Segment Start: DATA RECORDS

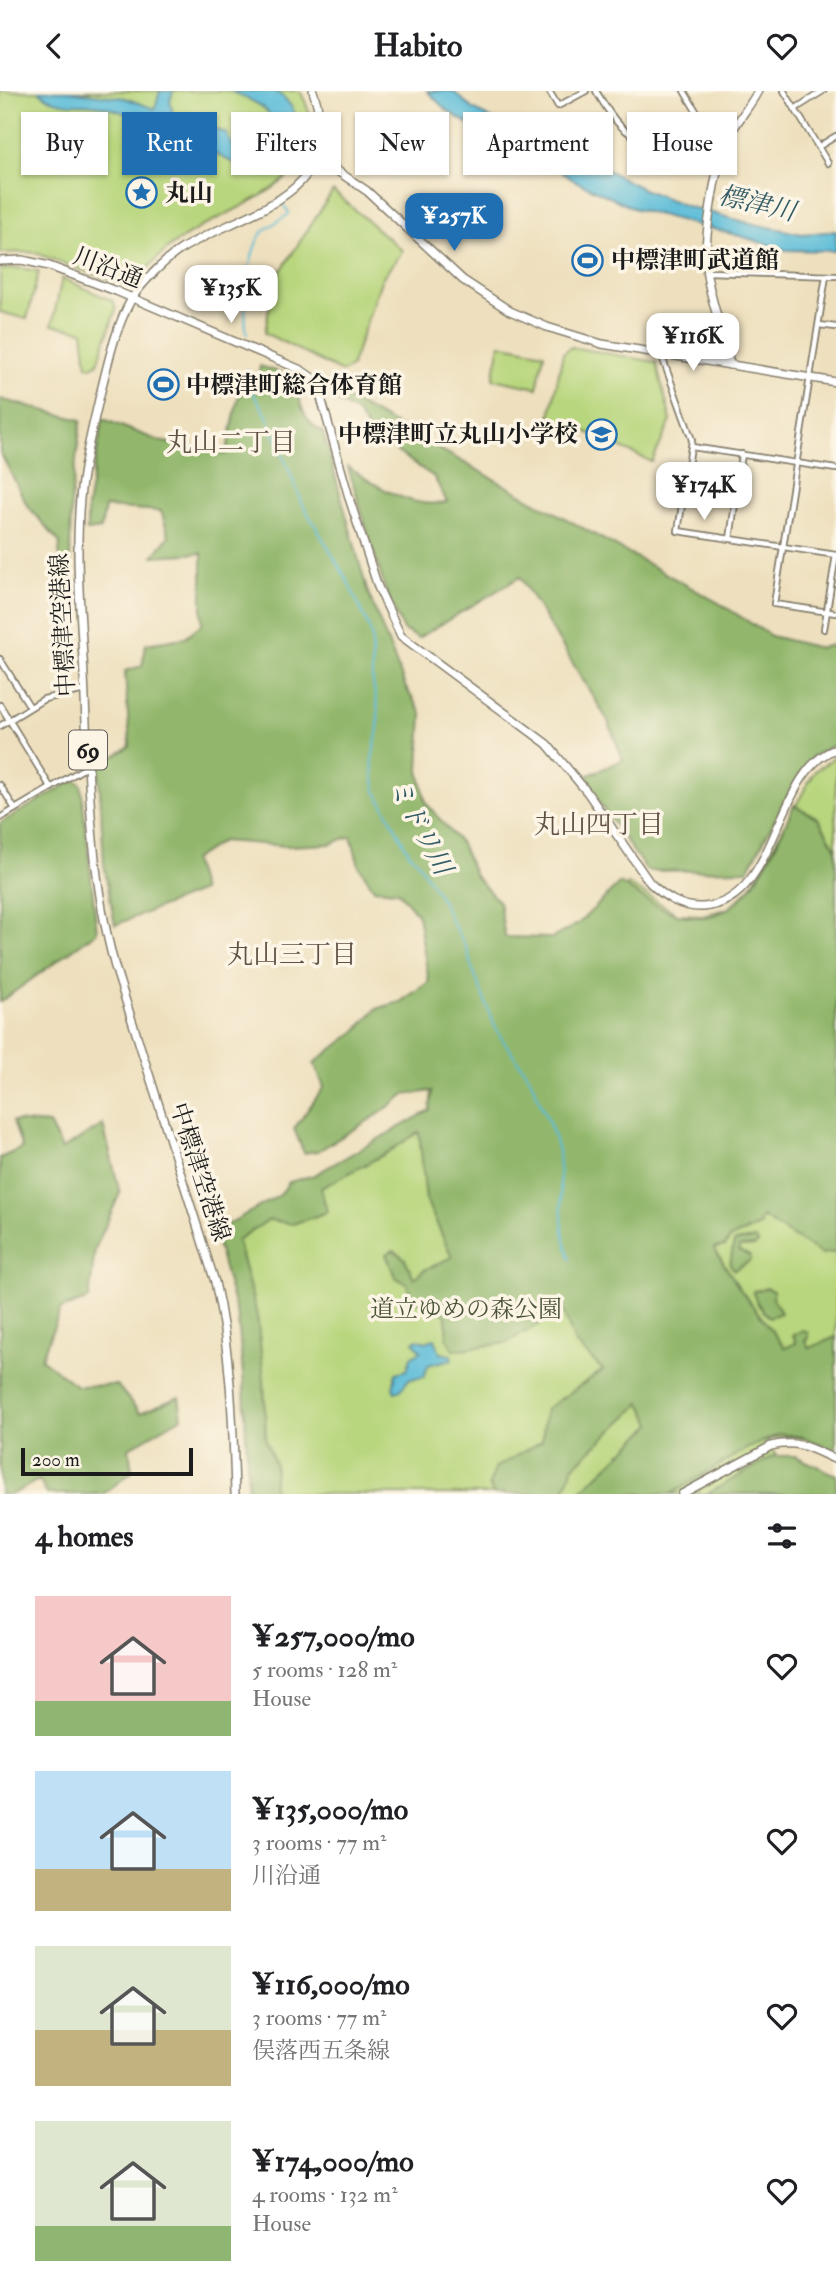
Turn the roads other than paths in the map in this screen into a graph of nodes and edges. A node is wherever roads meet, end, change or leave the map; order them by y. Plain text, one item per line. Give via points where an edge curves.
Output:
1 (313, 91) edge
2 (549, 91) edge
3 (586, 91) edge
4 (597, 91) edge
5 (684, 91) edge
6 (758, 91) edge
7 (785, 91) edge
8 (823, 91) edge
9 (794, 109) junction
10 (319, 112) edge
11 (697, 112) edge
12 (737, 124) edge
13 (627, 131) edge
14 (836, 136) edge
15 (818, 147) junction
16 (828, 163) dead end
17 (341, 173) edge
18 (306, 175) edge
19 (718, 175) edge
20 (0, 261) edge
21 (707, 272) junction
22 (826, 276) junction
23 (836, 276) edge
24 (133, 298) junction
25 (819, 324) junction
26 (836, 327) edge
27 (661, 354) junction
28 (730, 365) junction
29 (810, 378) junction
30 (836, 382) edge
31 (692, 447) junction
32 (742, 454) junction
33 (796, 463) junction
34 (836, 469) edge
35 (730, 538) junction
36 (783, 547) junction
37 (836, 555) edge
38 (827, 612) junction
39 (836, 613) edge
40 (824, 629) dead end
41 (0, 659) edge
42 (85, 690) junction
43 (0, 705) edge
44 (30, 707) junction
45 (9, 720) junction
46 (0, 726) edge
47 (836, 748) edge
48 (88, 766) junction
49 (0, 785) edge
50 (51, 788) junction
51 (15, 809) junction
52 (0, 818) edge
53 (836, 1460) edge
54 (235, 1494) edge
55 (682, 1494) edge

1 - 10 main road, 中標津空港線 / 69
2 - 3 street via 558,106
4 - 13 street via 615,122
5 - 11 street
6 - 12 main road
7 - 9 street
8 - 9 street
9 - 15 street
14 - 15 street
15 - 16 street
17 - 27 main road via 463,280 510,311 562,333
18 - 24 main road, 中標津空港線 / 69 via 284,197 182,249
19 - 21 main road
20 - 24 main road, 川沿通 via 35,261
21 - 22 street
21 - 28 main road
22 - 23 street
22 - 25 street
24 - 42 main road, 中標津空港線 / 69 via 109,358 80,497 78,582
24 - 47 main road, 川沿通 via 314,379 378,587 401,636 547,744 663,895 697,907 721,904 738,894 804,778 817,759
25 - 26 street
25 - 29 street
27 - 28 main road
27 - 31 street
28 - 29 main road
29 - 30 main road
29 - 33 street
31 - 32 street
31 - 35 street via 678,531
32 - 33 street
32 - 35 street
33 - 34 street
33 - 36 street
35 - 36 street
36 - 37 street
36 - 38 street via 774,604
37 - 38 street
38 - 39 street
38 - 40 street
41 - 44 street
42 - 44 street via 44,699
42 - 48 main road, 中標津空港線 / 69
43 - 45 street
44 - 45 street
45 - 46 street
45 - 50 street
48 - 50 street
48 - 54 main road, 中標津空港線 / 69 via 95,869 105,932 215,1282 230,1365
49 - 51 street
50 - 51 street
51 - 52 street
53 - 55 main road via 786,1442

Segment End: DATA RECORDS
Segment Start: DATA RECORDS

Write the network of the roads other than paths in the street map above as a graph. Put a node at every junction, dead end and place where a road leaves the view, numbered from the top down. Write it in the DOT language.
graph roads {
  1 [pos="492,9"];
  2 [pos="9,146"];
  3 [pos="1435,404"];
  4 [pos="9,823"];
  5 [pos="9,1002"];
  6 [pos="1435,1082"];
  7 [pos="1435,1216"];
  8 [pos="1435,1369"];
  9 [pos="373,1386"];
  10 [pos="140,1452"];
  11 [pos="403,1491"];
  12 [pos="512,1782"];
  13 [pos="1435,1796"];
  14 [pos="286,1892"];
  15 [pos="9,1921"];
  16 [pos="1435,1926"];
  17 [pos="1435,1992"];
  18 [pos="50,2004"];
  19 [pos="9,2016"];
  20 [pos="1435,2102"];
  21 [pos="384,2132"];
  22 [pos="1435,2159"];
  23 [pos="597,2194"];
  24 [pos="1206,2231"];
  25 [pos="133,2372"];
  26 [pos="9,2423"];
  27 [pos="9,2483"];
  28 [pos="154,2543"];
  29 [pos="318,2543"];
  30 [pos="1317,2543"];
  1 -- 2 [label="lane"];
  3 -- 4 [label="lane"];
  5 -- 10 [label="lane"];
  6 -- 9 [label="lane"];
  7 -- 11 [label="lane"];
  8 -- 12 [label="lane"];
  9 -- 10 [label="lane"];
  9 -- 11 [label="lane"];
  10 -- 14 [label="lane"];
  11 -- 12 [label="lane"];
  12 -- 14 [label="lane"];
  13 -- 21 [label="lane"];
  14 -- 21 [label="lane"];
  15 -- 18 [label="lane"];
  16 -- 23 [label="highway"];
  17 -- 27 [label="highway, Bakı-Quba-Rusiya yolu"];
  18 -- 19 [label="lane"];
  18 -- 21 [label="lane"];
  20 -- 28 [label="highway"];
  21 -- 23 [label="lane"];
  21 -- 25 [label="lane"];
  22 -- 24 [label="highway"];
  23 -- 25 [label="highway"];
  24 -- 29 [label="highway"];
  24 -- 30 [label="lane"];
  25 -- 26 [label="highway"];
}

Segment End: DATA RECORDS

TASK: Scan the records above for the string "paths", then report every line that contains it.

RESPONSE AREA:
Turn the roads other than paths in the map in this screen into a graph of nodes and edges. A node is wherever roads meet, end, change or leave the map; order them by y. Plain text, one item per line. Give via points where an edge curves.
Write the network of the roads other than paths in the street map above as a graph. Put a node at every junction, dead end and place where a road leaves the view, numbered from the top down. Write it in the DOT language.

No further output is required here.